Quand on entend les premiers
coups de canon, on frissonne ; mais
quand on en a entendu cent, et qu’on
se trouve sain et sauf, ainsi que tout
ce qui nous environne, on se fait à
ce bruit et l’on se persuade que les
coups qui suivent ne feront pas plus
de mal. Il n’en est pas de même de
ceux qui dans l’éloignement tremblent
pour leurs amis ; ils n’ont rien
de sensible pour se rassurer ; leur esprit
erre dans une mer de craintes
vagues, et chaque instant renouvelle
leurs terreurs. Je crois être dans le vrai
en vous faisant, suivant ma méthode, cette analyse de nos sentimens ; mais
aussi, je me plais à me peindre des
plus vives couleurs l’attachement de
Victorine pour son Émilie, à l’exagérer
s’il était possible.
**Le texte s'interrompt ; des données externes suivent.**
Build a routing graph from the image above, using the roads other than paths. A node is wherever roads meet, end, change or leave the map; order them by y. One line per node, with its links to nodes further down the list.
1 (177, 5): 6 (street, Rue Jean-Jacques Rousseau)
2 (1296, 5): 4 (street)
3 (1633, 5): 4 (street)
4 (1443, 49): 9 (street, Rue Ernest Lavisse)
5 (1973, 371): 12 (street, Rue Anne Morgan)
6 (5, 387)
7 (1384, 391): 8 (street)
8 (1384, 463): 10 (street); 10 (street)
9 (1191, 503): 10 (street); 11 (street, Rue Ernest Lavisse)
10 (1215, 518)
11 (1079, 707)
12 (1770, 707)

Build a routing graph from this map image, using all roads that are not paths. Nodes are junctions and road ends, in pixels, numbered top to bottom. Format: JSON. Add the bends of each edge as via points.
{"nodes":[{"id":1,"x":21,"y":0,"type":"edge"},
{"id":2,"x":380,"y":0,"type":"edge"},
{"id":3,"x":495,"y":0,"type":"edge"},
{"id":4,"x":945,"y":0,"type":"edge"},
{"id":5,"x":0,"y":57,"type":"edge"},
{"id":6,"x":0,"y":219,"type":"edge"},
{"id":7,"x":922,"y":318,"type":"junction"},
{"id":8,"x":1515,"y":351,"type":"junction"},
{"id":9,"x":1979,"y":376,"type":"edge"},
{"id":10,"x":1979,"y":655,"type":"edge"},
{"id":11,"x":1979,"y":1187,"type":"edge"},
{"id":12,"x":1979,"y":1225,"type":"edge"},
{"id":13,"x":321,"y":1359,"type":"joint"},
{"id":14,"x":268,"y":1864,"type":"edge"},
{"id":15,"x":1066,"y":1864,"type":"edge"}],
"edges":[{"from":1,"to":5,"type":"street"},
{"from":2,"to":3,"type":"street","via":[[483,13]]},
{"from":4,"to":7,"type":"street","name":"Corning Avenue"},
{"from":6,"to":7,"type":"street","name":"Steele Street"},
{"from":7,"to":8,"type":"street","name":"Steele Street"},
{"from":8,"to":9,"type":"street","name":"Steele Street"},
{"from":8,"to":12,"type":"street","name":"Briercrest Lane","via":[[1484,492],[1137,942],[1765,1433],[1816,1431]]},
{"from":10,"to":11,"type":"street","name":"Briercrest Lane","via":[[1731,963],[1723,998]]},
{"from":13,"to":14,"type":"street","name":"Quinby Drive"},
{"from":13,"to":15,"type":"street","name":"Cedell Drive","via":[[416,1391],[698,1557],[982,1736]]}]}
Toute ma famille
partage l’empressement que j’ai
de vous revoir, et j’ai embrassé de
bien bon cœur ma petite sœur Caroline
qui s’est écriée, au départ des Français,
nous pourrons donc revoir l’aimable
Comtesse ! De tous les malheurs
du pays, votre absence est celui qu’elle
ressentait le plus : jugez de ce que
devait éprouver sa sœur ainée ! Je
m’intéresse à votre héros blessé, et je
le trouve bien heureux de vous avoir
rencontrés. On dit qu’on renvoie les
Français de plusieurs villes d’Allemagne ;
ces pauvres Émigrés sont bien à
plaindre, et mon père a bien raison
de dire qu’on est bien peu généreux
à leur égard, et que leur fidélité et leur courage devraient leur attirer, ne
fût-ce que par politique, les bienfaits,
ou du moins la protection des
souverains. Nous avons assez parlé
depuis six mois de nouvelles ; nos lettres
étaient des gazettes, dans les
tristes circonstances où nous étions :
je ne veux plus parler que de nous :
il semble que mon cœur ait été fermé
tout ce temps. Combien j’ai de choses
à vous dire ! Vous les devinez,
vous les sentez, ma chère amie, parce
que votre cœur est si pénétrant ! On
n’a jamais dit, je crois, un cœur pénétrant ;
mais l’esprit qui conçoit rapidement
et le cœur qui sent, devine
avec une grande promptitude ne peuvent-ils
pas mériter la même épithète ;
n’est-ce pas une véritable pénétration,
que cette vivacité de votre ame
qui vous lait concevoir tout ce qui se
passe dans la mienne, vous met, en quelque sorte, à ma place, et vous
fait saisir les plus légères nuances du
sentiment qui m’affecte. Vous allez
m’appeler métaphysicienne ; mais tant
que je suis claire, je ne regarde pas
ce reproche comme une injure. D’après
ce que je viens de dire de votre
cœur pénétrant, j’ai tort quand je vous
dis que j’ai beaucoup de choses à vous
apprendre : vous les savez toutes. Les
terreurs qui assiègent mon ame quand
il est absent, quand il est au milieu
des dangers, vous les éprouvez. J’ai
vu un jour à Francfort chez un célèbre
escamoteur, qui faisait beaucoup
de tours curieux, deux pendules qui
n’étaient point montées ; il en transportait
une au fond d’une grande cour,
et toutes les deux sonnaient en même
temps, à un signal, une égale quantité
de coups : c’est l’image de nos deux
cœurs ; le destin est l’escamoteur qui ordonne à l’une de nous de sentir, et
l’autre cède à l’instant aux mêmes
impressions. Si je l’ai bien compris,
c’est à peu près là aussi l’harmonie
préétablie de notre célébré Leibnitz.
Je crois que le Marquis, que vous avez ramassé, doit se trouver, dans son désastre, bien heureux d’être ainsi soigné, dans un bon château, par de belles et illustres princesses. Ce début m’intéresse ; dites-moi ses avantures, que son écuyer vous aura sans doute racontées en partie. Je suis bien aise qu’il ait de la naissance, cela lui vaudra l’intérêt de votre cher oncle, et les pauvres Émigrés ont besoin de tout le monde. Il y a quelque temps que nous lisions qu’un roi d’Espagne ayant perdu ses cheveux, il fut question de lui faire une perruque, et que le conseil, composé de Grands, s’assembla pour délibérer sur ce sujet ; il fut décidé unanimement dans cette auguste assemblée qu’il fallait faire grande attention à ce qu’il ne fût employé que des cheveux d’hommes et de femmes de qualité. Nous nous regardâmes tous en riant, et il n’y eut pas un de nous qui ne songeât en cet instant à votre bon oncle. Pardonnez-moi cette plaisanterie, ma chère Victorine, je rends d’ailleurs toute justice à ses excellentes qualités. Adieu, adieu, écrivez-moi et faites mieux, venez. Je vous embrasse mille fois.